La pornostar è stata uccisa, aveva il cranio sfondato
Uccisa. Con colpi alla testa tanto violenti da lasciarle il cranio fracassato. L’autopsia sui resti ripescati in fondo al lago di Garda hanno offerto agli inquirenti le prime risposte attese. Su tutte una: il cadavere che si trovava nella cassa sepolta sul fondale del Garda è quello di Federica Giacomini, la 43enne ex attrice hard sparita nel nulla dall’inizio dell’anno. Suoi i tratti del viso, risparmiato dai colpi letali e dall’azione dell’acqua, sua la mano destra priva di una falange del dito anulare. Elementi che di per sé fugano tutti i dubbi, ancor prima della certezza scientifica che verrà dall’esame del Dna.
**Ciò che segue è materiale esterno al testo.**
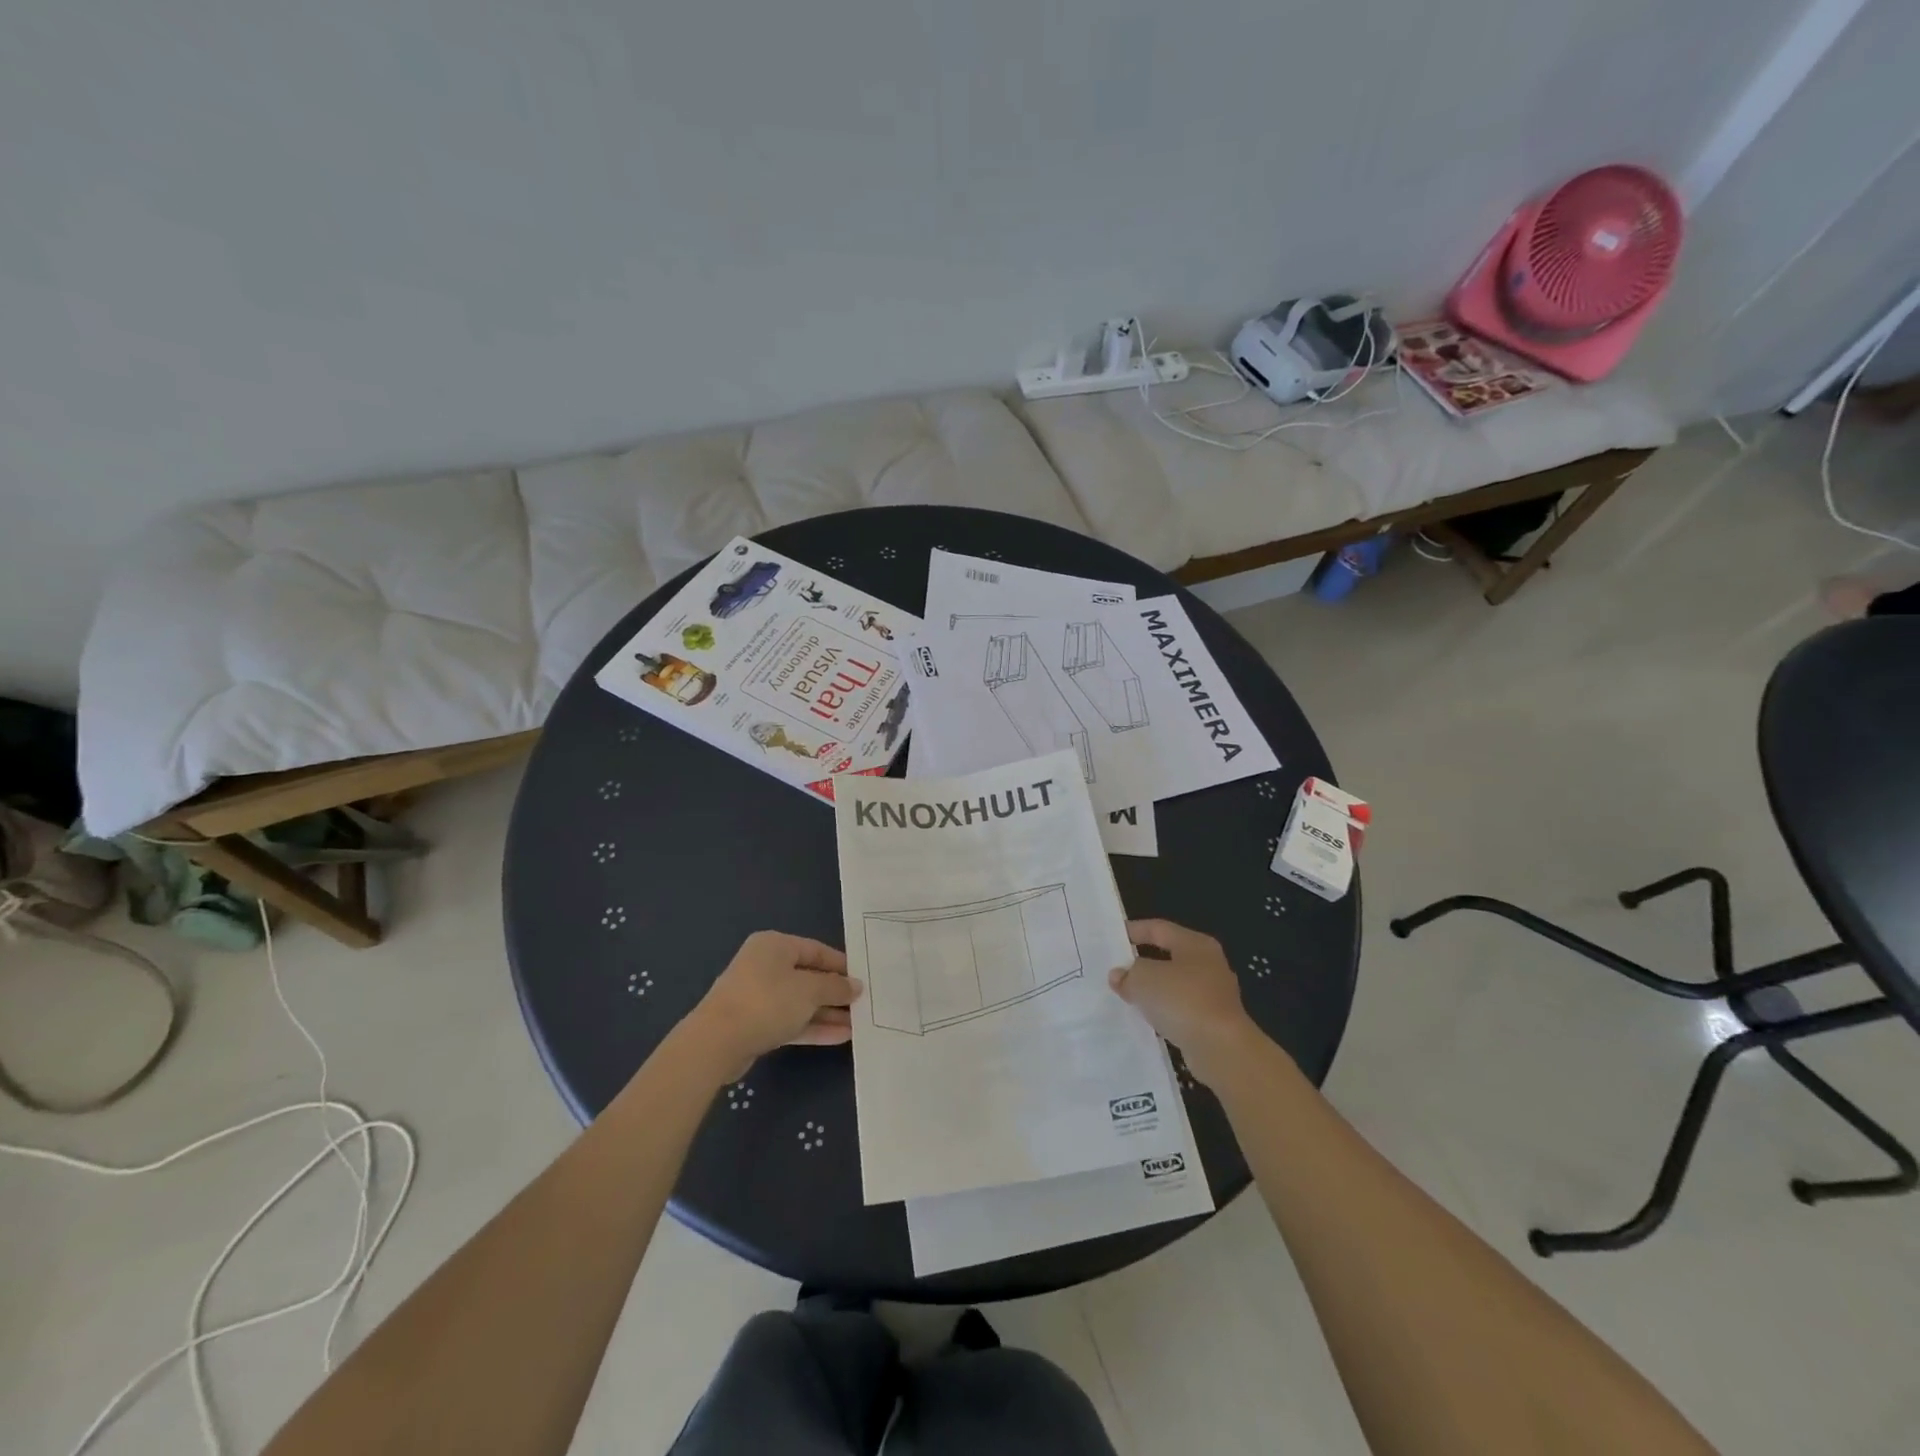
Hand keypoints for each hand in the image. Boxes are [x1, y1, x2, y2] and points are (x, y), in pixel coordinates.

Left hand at [684, 932, 862, 1079]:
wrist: (716, 1042)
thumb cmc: (767, 1001)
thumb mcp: (809, 990)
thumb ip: (835, 987)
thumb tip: (856, 985)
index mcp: (775, 945)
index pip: (816, 950)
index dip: (841, 965)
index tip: (864, 978)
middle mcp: (765, 966)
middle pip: (808, 976)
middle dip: (835, 992)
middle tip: (863, 1004)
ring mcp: (758, 996)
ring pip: (800, 1002)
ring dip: (827, 1013)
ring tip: (857, 1024)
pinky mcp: (755, 1024)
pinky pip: (790, 1021)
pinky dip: (813, 1027)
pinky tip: (840, 1037)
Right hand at [1109, 919, 1261, 1084]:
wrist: (1221, 1049)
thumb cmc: (1183, 1000)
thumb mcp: (1144, 979)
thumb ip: (1128, 973)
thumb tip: (1119, 975)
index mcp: (1195, 944)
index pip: (1159, 928)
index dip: (1133, 930)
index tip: (1111, 938)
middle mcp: (1209, 964)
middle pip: (1168, 956)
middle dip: (1142, 962)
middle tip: (1115, 968)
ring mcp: (1214, 994)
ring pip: (1175, 984)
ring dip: (1152, 990)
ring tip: (1126, 995)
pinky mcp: (1214, 1021)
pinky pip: (1181, 1009)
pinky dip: (1164, 1011)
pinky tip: (1147, 1019)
Gli interrogativi che restano sono semmai altri: quelli legati al quando e al dove di quel delitto sul quale gli inquirenti non hanno dubbi: a compierlo è stato Franco Mossoni, il 55enne di Malegno, compagno della donna, con un passato segnato da un omicidio in Valcamonica nel 1978, una fuga da Canton Mombello e una frequentazione assidua con carceri e ospedale psichiatrici. La Procura di Vicenza lo accusa ora di omicidio volontario e occulamento di cadavere.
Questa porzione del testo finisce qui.